Le système de réservation de sa filiale Starwood a été piraté, et jusqu’à 500 millions de clients pourraient être concernés.

Lorsque le groupe hôtelier Marriott a absorbé son concurrent Starwood, à l’automne 2016, il s’est hissé au rang de premier groupe hôtelier du monde, reléguant ses principaux concurrents à bonne distance. Il ne se doutait pas qu’il venait également de faire l’acquisition d’un épineux problème informatique.

Deux ans plus tard, le géant américain a annoncé, vendredi 30 novembre, que le système de réservation de Starwood avait été piraté. Il s’agit d’un incident d’une ampleur rare dans l’histoire des fuites de données. Le piratage a en effet rendu accessibles pendant quatre ans les données de centaines de millions de clients. Entre 2014 et septembre 2018, les pirates avaient en effet accès à une base de données contenant des données personnelles de « 500 millions de clients qui ont fait une réservation » dans un des hôtels de l’entreprise Starwood. Cette dernière possède notamment les marques Westin, Sheraton, W Hotels ou Le Méridien.

Interrogée, l’entreprise ne précise pas clairement si 500 millions de clients différents sont concernés par le piratage, ou s’il s’agit des données concernées par les 500 millions de réservations évoquées. Elle n’explique pas non plus précisément si des données ont été effectivement téléchargées depuis la base de données par les pirates, seulement que cette dernière a été visitée. Les experts informatiques mandatés par Marriott ont cependant repéré des traces laissant à penser que les pirates avaient effectué plusieurs opérations préalables à un vaste cambriolage numérique.
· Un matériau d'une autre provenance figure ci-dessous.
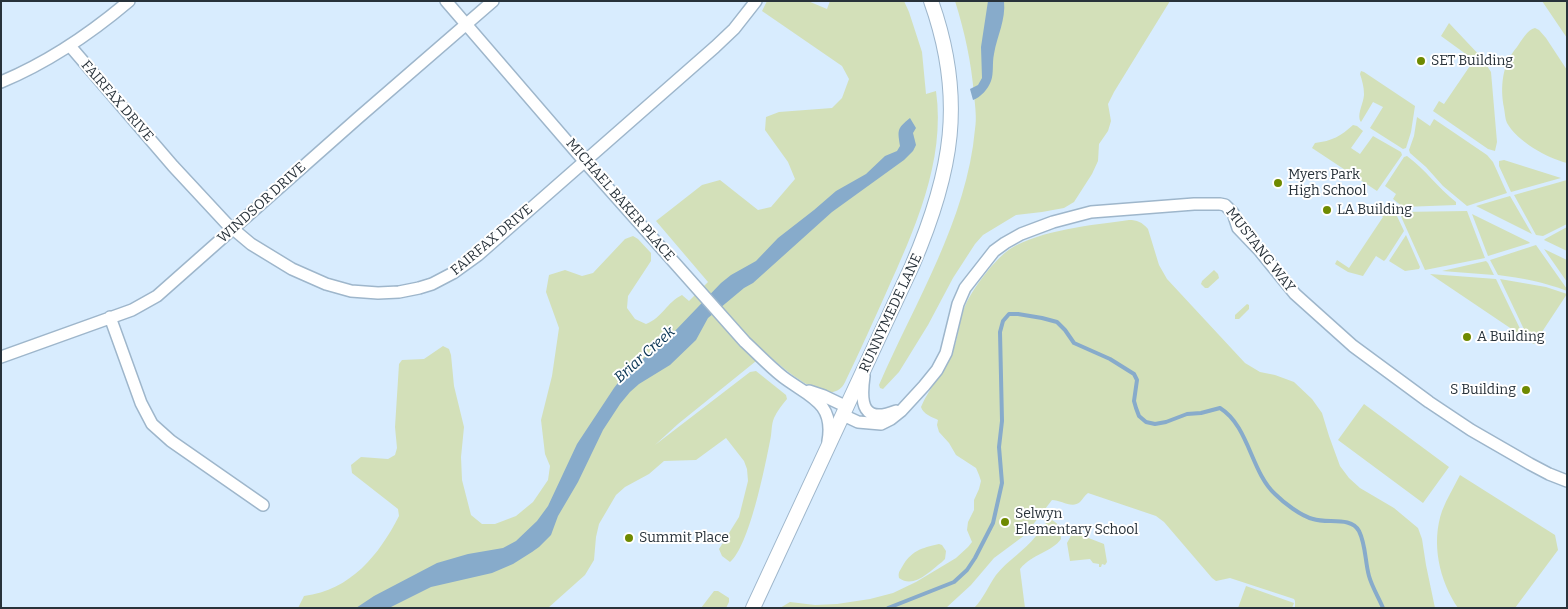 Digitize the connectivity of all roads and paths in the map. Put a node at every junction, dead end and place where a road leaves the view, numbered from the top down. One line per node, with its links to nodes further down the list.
1 (129, 1): 7 (street)
2 (446, 1): 6 (street, MICHAEL BAKER PLACE)
3 (493, 1): 6 (street, WINDSOR DRIVE)
4 (756, 1): 9 (street, FAIRFAX DRIVE)
5 (931, 1): 13 (main road, RUNNYMEDE LANE)
6 (466, 25): 9 (street, MICHAEL BAKER PLACE); 10 (street, WINDSOR DRIVE)
7 (70, 46): 8 (street); 10 (street, FAIRFAX DRIVE)
8 (1, 82)
9 (584, 161): 10 (street, FAIRFAX DRIVE); 14 (street, MICHAEL BAKER PLACE)
10 (233, 229): 11 (street, WINDSOR DRIVE)
11 (110, 317): 12 (street, WINDSOR DRIVE); 19 (street)
12 (1, 357)
13 (864, 370): 15 (street); 16 (main road, RUNNYMEDE LANE)
14 (803, 390): 16 (street, MUSTANG WAY); 17 (street)
15 (907, 405): 16 (street, MUSTANG WAY); 18 (street, MUSTANG WAY)
16 (845, 411): 17 (main road, RUNNYMEDE LANE)
17 (825, 454): 20 (main road, RUNNYMEDE LANE)
18 (1567, 481)
19 (263, 505)
20 (753, 608) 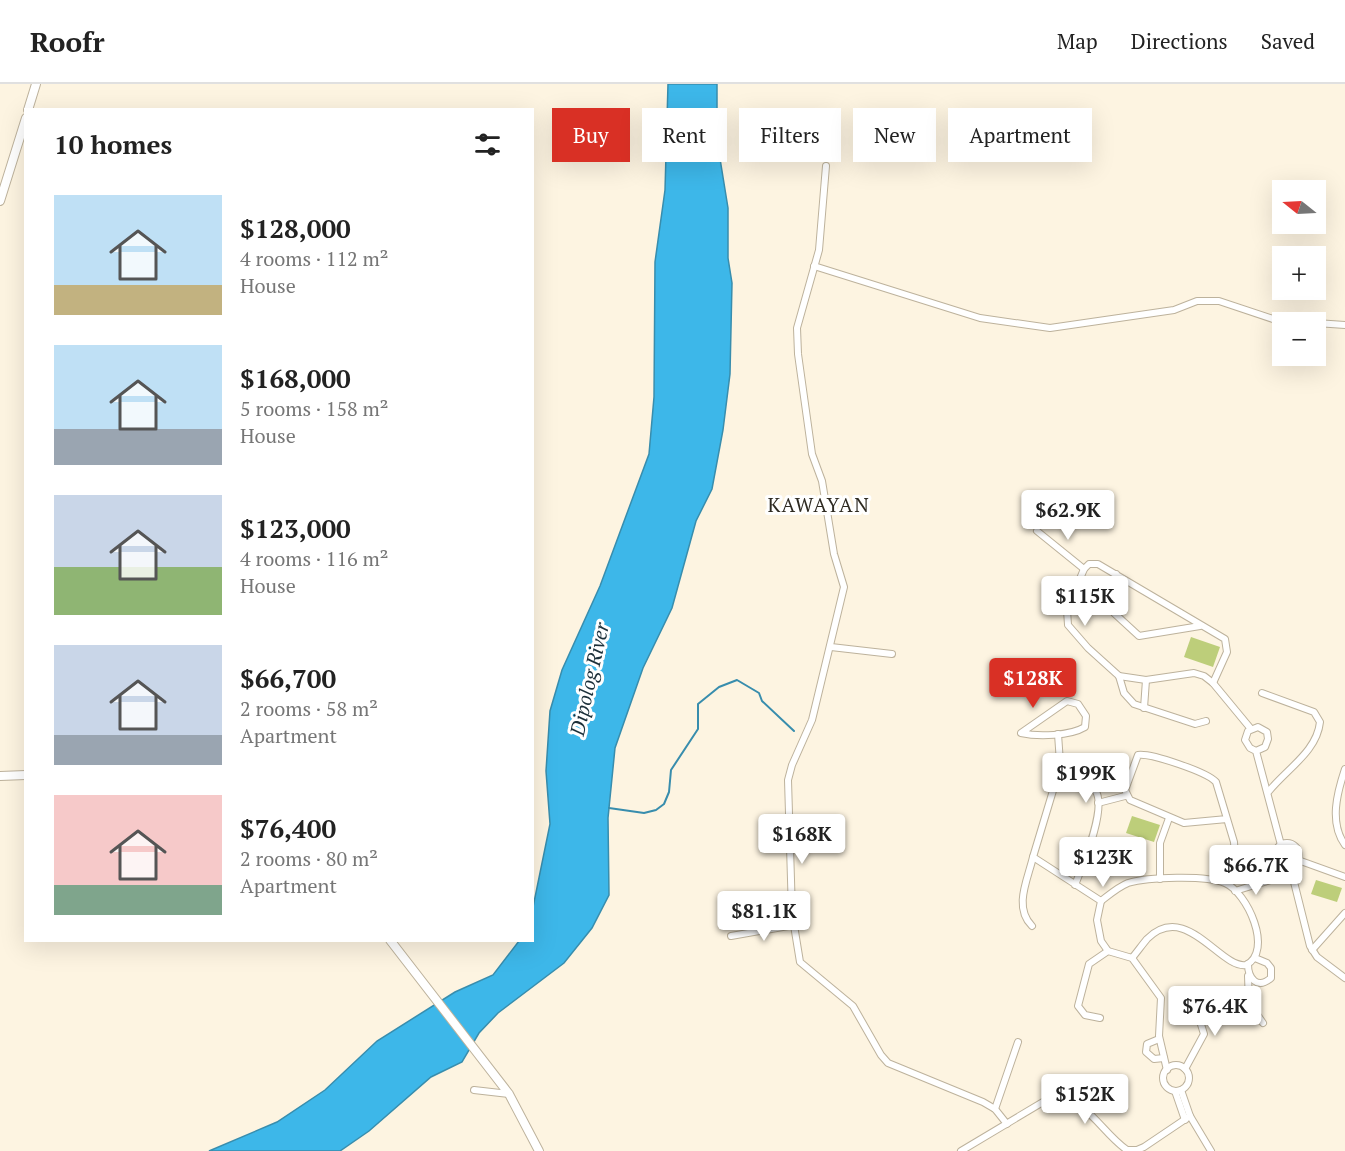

Il n’en reste pas moins que tous les clients ayant effectué une réservation dans des hôtels de la marque Starwood jusqu’au 10 septembre dernier inclus sont concernés par cette fuite. L’entreprise affirme avoir commencé à les contacter.

Des données très précises

Selon le groupe, 327 millions de clients ont vu exposées tout ou partie de leurs données à la fois précises et sensibles : leur nom, leur adresse postale, leur numéro de téléphone, leur adresse e-mail, leur numéro de passeport, de programme de fidélité, leur date de naissance, leur genre ainsi que les dates d’arrivée et de départ de l’hôtel.

Les pirates ont également pu lire les données de cartes bancaires de certains d’entre eux. Elles étaient protégées par du chiffrement, un mécanisme censé les rendre illisibles, mais Marriott « n’exclut pas »que les pirates aient récupéré les éléments leur permettant d’obtenir des numéros de cartes bancaires utilisables. Pour le reste des clients touchés, seuls les noms, et dans certains cas l’adresse e-mail ou postale ont été compromis.

Ces données, parfois très sensibles, peuvent être utilisées par des pirates pour de l’usurpation d’identité ou de l’escroquerie. Au surplus, pour certaines populations (cadres d’entreprise, membres de services de renseignement, diplomates, hommes et femmes politiques…), les données compromises peuvent être extrêmement révélatrices.

Les « regrets » du PDG

« Nous regrettons profondément cet incident. Nous n’avons pas été à la hauteur de ce que méritent nos clients. Nous faisons tout notre possible pour les soutenir », a déclaré le PDG de Marriott, Arne Sorenson. L’entreprise a mis en place un centre d’appel et un site d’information pour répondre aux inquiétudes de ses clients.

Marriott, dont le siège est situé aux Etats-Unis, dit avoir « averti les forces de l’ordre » et « commencé à notifier les autorités de régulation ». C’est surtout en Europe que le géant de l’hôtellerie pourrait affronter le gros de la tempête : le nouveau cadre légal de protection des données personnelles, entré en vigueur en mai dernier, expose l’entreprise à de très importantes amendes – jusqu’à 4 % du chiffre d’affaires – s’il s’avère que le groupe a fait preuve de négligence vis-à-vis des données de ses clients.

Ce nouveau cadre oblige aussi l’entreprise à informer les autorités européennes de protection des données, ainsi que les clients européens concernés. « Il s’agit d’un incident global, nous ne fournissons pas de détail à ce stade », a répondu une porte-parole, interrogée par Le Monde, pour savoir combien d’Européens et de Français figuraient parmi les clients concernés.

Les poursuites ne viendront pas seulement d’Europe : le procureur général de l’Etat de New York a ouvert une enquête sur l’incident. A la Bourse de New York, le cours de l’entreprise perdait, vendredi en fin d’après-midi, plus de 5 %.

Contactée par l’Agence France-Presse (AFP), la police fédérale américaine a expliqué en être « informée » et « suivre la situation ». Et le FBI d’inviter les « personnes contactées par la société » à « signaler » toute suspicion d’usurpation d’identité au centre de plaintes de l’agence fédérale réservé aux crimes commis sur internet.